My generation (the "Millenials" or "Gen Y" or whatever other arbitrary name has been assigned to us) is collectively known as a bunch of whiny, entitled, lazy, willfully ignorant (my favorite), spoiled brats. You won't get much of an argument from me on this point; too often I fit the description of a Millenial. But if there's something that irks me to no end about the Millenial mindset is the attitude exemplified in John Mayer's
Waiting for the World to Change. I used to really love that song until one day I actually thought about the lyrics. It is so symptomatic of our generation to say something like, "We just feel like we don't have the means / To rise above and beat it / So we keep waiting / Waiting on the world to change." If there was a theme song for Millenials, I'd say that's it. We complain, and then we shrug our shoulders and say there's nothing we can do about it. We're a generation that doesn't effect change so much as wait for someone else to do it for us.

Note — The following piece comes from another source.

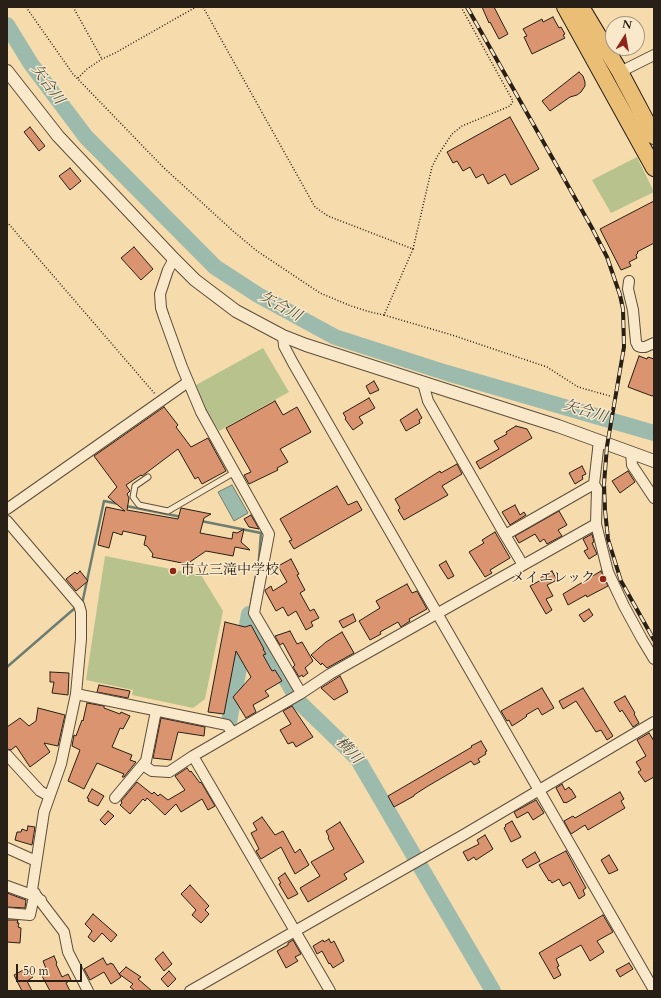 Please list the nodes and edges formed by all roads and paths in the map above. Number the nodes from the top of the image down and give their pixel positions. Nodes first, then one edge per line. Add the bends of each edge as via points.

Now it's not as though I'm out there working on a grassroots campaign to change the world, but when it comes to my personal life, I'm not a fan of waiting around. I do not subscribe to the love-happens-when-you-least-expect-it school of thought, I'm more of a when-it-rains-it-pours kind of girl.
And so, I've done all sorts of things since moving to New York to inject change into my life. A lot of it has been motivated by dating. Forcing myself to go out. Forcing myself to go on second dates even when I know they're not leading anywhere. Forcing myself to try match. And then every time that starts feeling empty, I try to fill the void simply by keeping busy with things I enjoy. Signing up for classes. Signing up for sports teams. Signing up for a blog. Signing up for community service projects. Signing up for things that make me feel like I am enriching my life in any sort of way. Signing up for things that keep me from feeling like I am wasting away my weekends and evenings sitting in front of my TV, alone.
But sometimes it all seems like a rather temporary fix. I can keep myself busy all I want, but at the end of the day, I still come home to an empty apartment and I still don't have any real control over certain aspects of my life. It still feels as though I am waiting around. Waiting on the world to change.